Wage gap narrows as inflation eases: BB report

The gap between wages and inflation, which has been narrowing gradually since February 2025, shrank further in the fourth quarter of fiscal year (FY) 2024-25, offering a slight boost to household purchasing power, the central bank said in a report released this week.
In the April-June quarter of FY25, year-on-year headline consumer price index (CPI) inflation averaged 8.9 percent, down from double-digit levels earlier in the year, according to the Bangladesh Bank's "Inflation Dynamics in Bangladesh" report released this week.
During the same period, average wage growth stood at 8.2 percent, indicating a persistent but smaller gap between earnings and prices.
The development points to early signs of recovery in real incomes for millions of low-income consumers in the country, where food and energy costs have surged in recent years. However, according to the Wage Rate Index (WRI) of the Bangladesh Bureau of Statistics (BBS), real wage growth remains negative.
Bangladesh's average wage growth remained negative for the 41st consecutive month in June, even as the inflation rate eased to its lowest level in nearly three years, according to the WRI released earlier this month.
It said year-on-year wage growth stood at 8.18 percent in June, 0.30 percentage points below the month's inflation rate of 8.48 percent.
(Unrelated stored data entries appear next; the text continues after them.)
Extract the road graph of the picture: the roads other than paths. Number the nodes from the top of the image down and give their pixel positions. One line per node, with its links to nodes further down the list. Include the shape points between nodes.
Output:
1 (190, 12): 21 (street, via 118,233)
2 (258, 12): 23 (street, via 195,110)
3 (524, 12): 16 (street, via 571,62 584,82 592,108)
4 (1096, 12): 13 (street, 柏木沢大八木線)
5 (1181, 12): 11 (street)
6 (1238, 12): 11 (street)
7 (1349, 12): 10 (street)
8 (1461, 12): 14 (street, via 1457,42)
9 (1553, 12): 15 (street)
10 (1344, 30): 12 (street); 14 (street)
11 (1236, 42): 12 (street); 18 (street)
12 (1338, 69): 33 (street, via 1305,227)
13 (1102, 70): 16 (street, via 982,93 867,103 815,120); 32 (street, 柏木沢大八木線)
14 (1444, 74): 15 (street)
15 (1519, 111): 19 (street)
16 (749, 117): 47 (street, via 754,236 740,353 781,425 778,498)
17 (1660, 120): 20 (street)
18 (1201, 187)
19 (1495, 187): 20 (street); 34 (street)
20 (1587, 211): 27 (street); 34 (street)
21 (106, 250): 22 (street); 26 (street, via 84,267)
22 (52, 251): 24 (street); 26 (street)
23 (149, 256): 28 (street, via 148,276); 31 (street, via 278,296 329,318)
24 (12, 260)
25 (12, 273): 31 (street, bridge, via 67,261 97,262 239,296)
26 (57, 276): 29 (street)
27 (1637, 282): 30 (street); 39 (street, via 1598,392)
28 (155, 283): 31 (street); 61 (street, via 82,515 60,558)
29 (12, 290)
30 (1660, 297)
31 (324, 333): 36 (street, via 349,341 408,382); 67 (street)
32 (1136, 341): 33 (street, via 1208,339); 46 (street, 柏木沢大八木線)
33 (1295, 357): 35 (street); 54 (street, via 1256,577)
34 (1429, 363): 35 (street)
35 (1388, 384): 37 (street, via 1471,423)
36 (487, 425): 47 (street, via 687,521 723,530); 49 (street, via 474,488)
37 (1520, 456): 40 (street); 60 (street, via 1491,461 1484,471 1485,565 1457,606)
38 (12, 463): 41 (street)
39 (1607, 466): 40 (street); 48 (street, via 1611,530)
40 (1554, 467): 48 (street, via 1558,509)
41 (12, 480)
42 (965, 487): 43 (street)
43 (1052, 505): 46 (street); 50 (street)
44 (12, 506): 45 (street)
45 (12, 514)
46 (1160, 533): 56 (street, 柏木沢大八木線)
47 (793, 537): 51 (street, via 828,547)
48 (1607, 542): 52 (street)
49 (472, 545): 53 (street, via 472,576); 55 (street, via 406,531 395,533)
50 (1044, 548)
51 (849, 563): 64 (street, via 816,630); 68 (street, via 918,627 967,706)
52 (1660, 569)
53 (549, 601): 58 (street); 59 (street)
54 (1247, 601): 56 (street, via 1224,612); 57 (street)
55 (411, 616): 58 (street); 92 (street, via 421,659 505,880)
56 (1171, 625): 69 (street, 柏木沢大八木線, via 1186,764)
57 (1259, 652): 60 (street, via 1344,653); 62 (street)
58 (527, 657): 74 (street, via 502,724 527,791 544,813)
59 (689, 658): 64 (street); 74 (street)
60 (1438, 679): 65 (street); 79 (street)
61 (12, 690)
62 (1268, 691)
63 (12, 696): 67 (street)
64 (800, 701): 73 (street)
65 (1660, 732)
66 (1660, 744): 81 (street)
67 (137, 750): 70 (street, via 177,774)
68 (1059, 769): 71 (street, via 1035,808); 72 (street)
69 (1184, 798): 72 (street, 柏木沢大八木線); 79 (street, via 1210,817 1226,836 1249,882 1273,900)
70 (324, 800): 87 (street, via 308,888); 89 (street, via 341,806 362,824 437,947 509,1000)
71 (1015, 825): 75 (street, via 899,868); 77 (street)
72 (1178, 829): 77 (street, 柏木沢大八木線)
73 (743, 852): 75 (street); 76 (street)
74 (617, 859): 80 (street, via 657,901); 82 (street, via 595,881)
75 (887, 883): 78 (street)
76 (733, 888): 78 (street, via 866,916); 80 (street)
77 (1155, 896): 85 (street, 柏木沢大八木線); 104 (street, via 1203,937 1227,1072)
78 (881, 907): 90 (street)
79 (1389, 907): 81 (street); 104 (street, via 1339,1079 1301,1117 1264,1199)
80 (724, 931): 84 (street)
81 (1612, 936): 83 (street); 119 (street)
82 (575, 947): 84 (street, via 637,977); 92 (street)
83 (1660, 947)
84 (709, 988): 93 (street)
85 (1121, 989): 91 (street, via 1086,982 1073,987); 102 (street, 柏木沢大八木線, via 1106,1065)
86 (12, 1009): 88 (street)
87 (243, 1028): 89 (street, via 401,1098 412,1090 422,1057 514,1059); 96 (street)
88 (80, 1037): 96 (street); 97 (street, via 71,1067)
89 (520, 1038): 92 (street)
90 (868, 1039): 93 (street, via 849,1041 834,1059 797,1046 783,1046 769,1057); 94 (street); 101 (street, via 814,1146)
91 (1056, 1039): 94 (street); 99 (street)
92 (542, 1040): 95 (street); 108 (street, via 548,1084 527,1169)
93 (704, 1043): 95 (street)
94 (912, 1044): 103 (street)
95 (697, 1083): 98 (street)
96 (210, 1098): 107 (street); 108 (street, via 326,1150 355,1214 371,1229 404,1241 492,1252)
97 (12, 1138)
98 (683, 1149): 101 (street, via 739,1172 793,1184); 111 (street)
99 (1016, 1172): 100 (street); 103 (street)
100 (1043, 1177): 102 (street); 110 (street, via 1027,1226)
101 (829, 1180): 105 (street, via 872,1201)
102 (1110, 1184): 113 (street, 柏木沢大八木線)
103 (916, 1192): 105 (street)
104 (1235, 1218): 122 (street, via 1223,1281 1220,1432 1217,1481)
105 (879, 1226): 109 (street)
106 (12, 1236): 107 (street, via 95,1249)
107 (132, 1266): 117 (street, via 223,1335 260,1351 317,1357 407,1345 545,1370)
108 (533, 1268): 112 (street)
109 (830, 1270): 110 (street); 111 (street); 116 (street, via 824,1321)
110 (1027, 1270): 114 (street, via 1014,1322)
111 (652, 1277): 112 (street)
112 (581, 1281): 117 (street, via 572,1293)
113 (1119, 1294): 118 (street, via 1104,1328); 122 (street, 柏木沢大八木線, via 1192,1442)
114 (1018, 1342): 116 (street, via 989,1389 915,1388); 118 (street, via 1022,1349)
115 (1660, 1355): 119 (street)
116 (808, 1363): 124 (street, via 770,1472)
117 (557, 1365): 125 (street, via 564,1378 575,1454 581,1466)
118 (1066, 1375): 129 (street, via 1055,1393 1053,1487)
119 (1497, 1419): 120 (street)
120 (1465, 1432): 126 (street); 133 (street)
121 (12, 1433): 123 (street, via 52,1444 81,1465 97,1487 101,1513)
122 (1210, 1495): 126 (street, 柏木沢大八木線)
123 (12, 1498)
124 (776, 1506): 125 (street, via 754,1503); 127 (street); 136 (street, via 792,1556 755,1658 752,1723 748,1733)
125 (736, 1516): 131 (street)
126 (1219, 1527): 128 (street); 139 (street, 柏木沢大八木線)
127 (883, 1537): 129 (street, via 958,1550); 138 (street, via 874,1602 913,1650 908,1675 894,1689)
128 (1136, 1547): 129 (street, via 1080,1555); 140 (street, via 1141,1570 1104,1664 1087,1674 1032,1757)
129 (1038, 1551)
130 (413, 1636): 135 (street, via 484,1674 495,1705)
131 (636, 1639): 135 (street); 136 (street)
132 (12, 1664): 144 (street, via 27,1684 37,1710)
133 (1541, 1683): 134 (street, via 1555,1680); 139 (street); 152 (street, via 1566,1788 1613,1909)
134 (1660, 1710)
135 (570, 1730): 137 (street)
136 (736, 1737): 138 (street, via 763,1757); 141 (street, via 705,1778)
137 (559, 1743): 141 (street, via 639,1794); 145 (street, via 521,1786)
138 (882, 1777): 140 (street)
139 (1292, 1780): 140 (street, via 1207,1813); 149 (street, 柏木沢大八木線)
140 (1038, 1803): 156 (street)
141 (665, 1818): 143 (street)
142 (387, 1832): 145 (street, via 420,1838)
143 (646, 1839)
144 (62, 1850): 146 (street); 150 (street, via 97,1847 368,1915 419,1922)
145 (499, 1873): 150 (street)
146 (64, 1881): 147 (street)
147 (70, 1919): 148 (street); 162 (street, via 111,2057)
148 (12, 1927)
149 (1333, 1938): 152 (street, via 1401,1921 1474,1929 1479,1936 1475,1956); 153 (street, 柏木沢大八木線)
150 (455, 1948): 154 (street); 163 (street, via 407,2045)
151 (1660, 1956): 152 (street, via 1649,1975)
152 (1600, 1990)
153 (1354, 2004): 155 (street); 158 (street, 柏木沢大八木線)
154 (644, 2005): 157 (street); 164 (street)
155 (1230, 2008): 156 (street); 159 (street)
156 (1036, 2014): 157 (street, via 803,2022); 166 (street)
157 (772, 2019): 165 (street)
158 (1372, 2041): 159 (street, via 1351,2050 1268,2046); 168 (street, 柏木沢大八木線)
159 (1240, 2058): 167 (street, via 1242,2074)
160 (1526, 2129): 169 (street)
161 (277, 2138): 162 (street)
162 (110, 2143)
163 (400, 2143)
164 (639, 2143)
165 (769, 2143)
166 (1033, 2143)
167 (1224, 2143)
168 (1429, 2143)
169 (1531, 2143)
A similar trend was observed in May, when wages across 63 occupations in the agriculture, industry, and services sectors grew by 8.21 percent, 0.84 percentage points below inflation at the time.
According to the latest BB report, food inflation, which remained in double digits during the first half of FY25, continued to decline in the fourth quarter, falling to 7.4 percent by the end of June.
Cereal products, including rice and wheat, remained the dominant driver of food inflation, contributing an average of 43.7 percent during Q4, the highest quarterly contribution observed in recent periods.
Non-food inflation, however, remained elevated, averaging 9.5 percent in the third and fourth quarters of the fiscal year. Clothing, footwear, and household energy items accounted for the largest share of non-food price increases.
The central bank noted that core inflation, which excludes food and energy, rose 2 percentage points to 49.7 percent of headline inflation in the quarter, suggesting underlying pressures remain strong despite the slowdown in food prices.
Meanwhile, food prices' average contribution to headline inflation declined to 41.3 percent in the fourth quarter from 45.3 percent in the previous quarter. The contribution of energy items, including solid fuels, held steady at around 9 percent in both quarters.
The contribution of perishable goods to overall inflation fell to 30.8 percent from 33.2 percent in the previous quarter, as vegetable and fish prices eased. Non-perishable goods, however, made up a slightly larger share at 50.8 percent, up from 50.0 percent in Q3, the report states.
The services sector's contribution to inflation saw a marginal uptick, rising to 18.4 percent in Q4 from 16.8 percent in the previous quarter.
On a month-on-month basis, inflation rose 0.6 percent in June, reversing a 0.3 percent decline in May. Similarly, m-o-m food inflation increased by 1 percent in June from a 1 percent decline in May. Non-food inflation, however, remained positive at 0.3 percent in both May and June.
The central bank's report comes as multilateral lenders project slower disinflation ahead. The Asian Development Bank (ADB), in its "Asian Development Outlook" published in April 2025, projected Bangladesh's inflation for FY25 at around 10 percent but anticipated a decline in FY26, assuming favourable weather conditions, easing international commodity prices, and stricter domestic policy measures.
The International Monetary Fund (IMF), in its "World Economic Outlook" (WEO) released in April 2025, noted that global headline inflation was likely to decline more slowly than previously expected. However, for low-income and emerging market economies, inflation may fall slightly faster than earlier projections.
The IMF expects Bangladesh's headline inflation to average around 10 percent in 2025 before gradually easing to 5 percent in the following years.